The task: Copy out every line holding the string "roads" from the records below.

Supplied material:
════════════════════
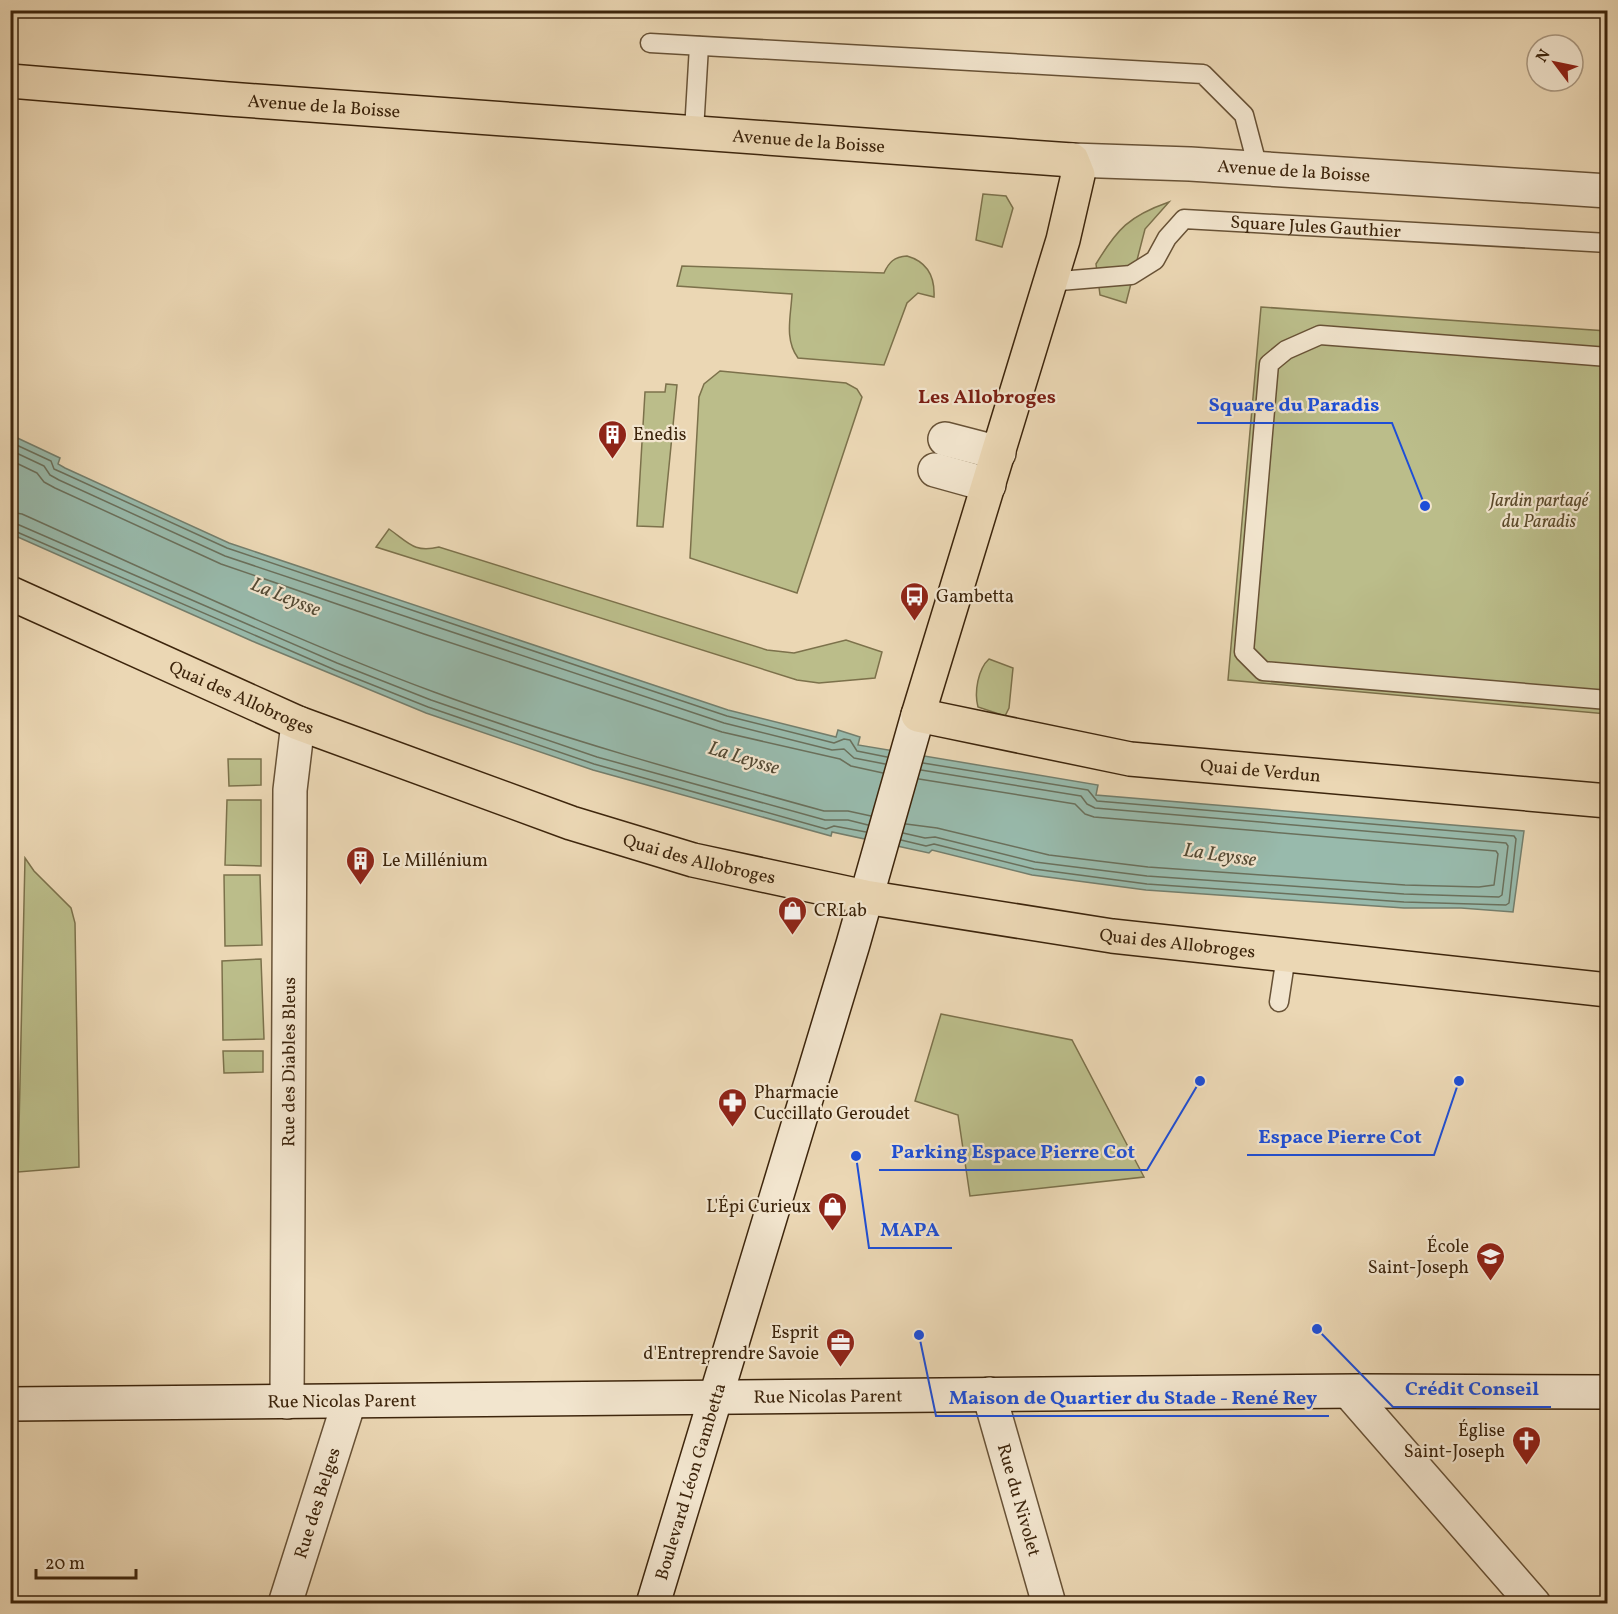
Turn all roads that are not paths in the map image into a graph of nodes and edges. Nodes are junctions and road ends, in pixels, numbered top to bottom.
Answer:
════════════════════
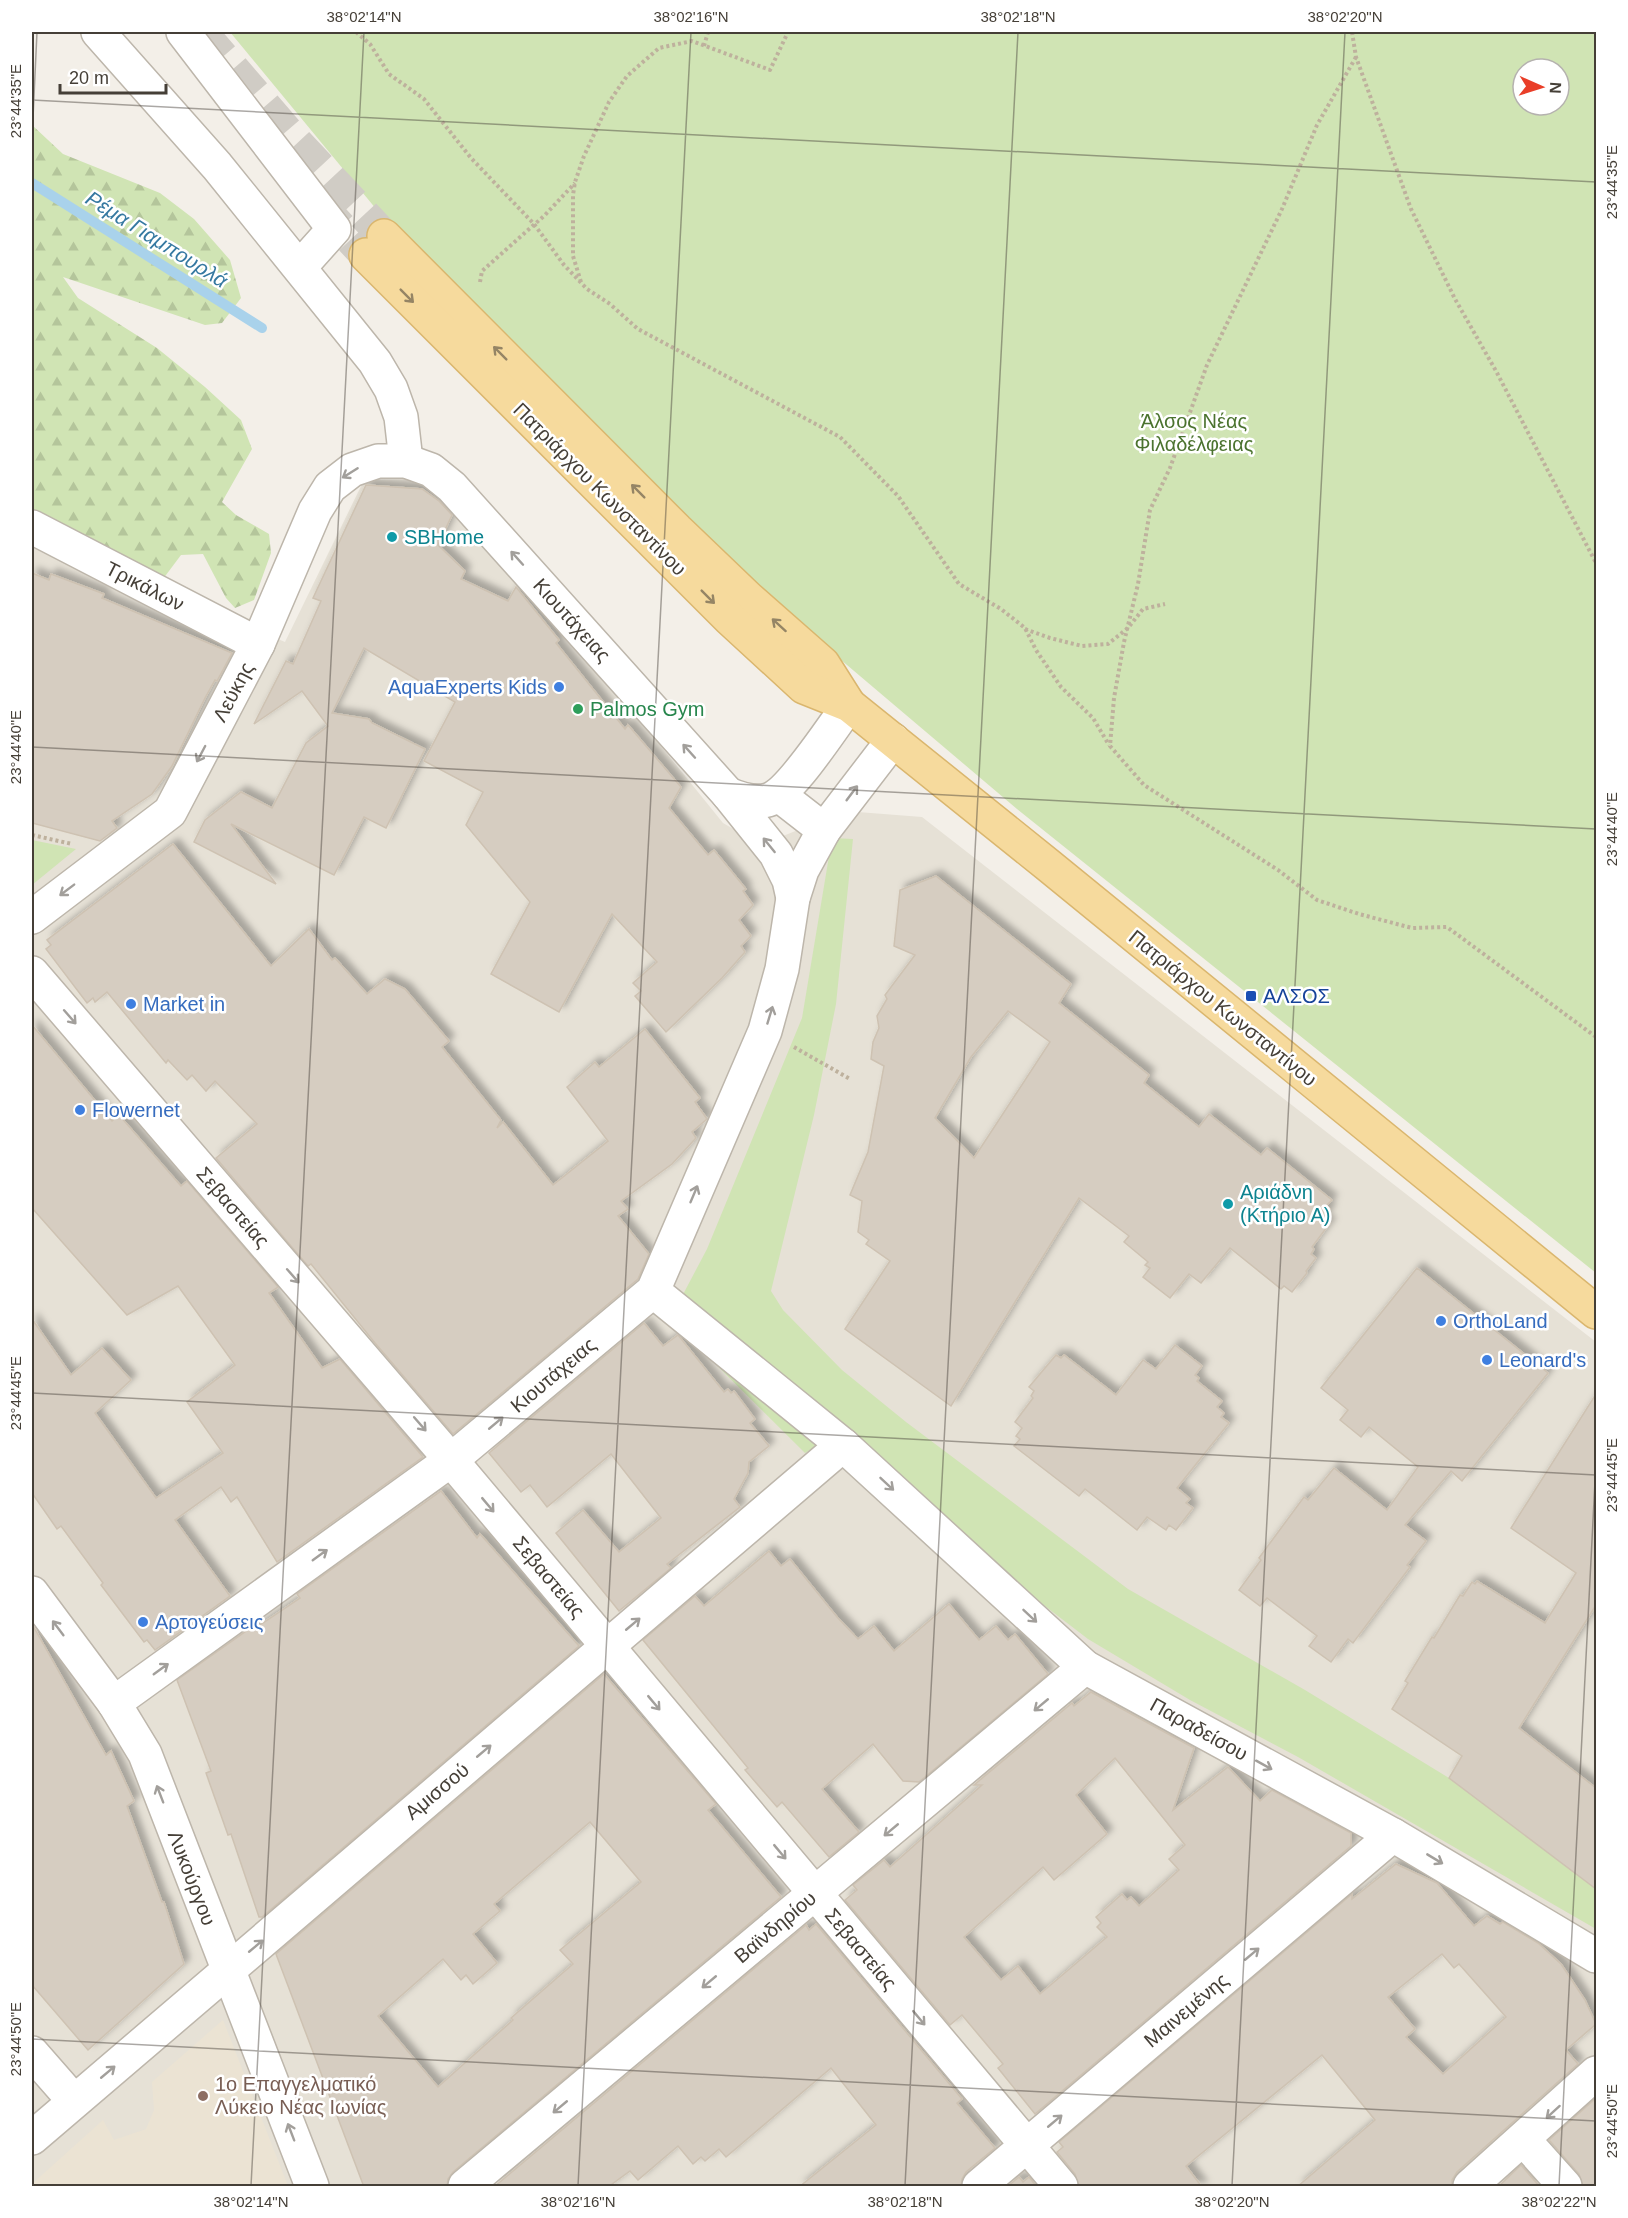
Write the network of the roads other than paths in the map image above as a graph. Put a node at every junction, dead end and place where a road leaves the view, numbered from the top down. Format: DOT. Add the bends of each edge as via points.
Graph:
════════════════════
Solution:
Turn all roads that are not paths in the map image into a graph of nodes and edges. Nodes are junctions and road ends, in pixels, numbered top to bottom.
Write the network of the roads other than paths in the map image above as a graph. Put a node at every junction, dead end and place where a road leaves the view, numbered from the top down. Format: DOT. Add the bends of each edge as via points.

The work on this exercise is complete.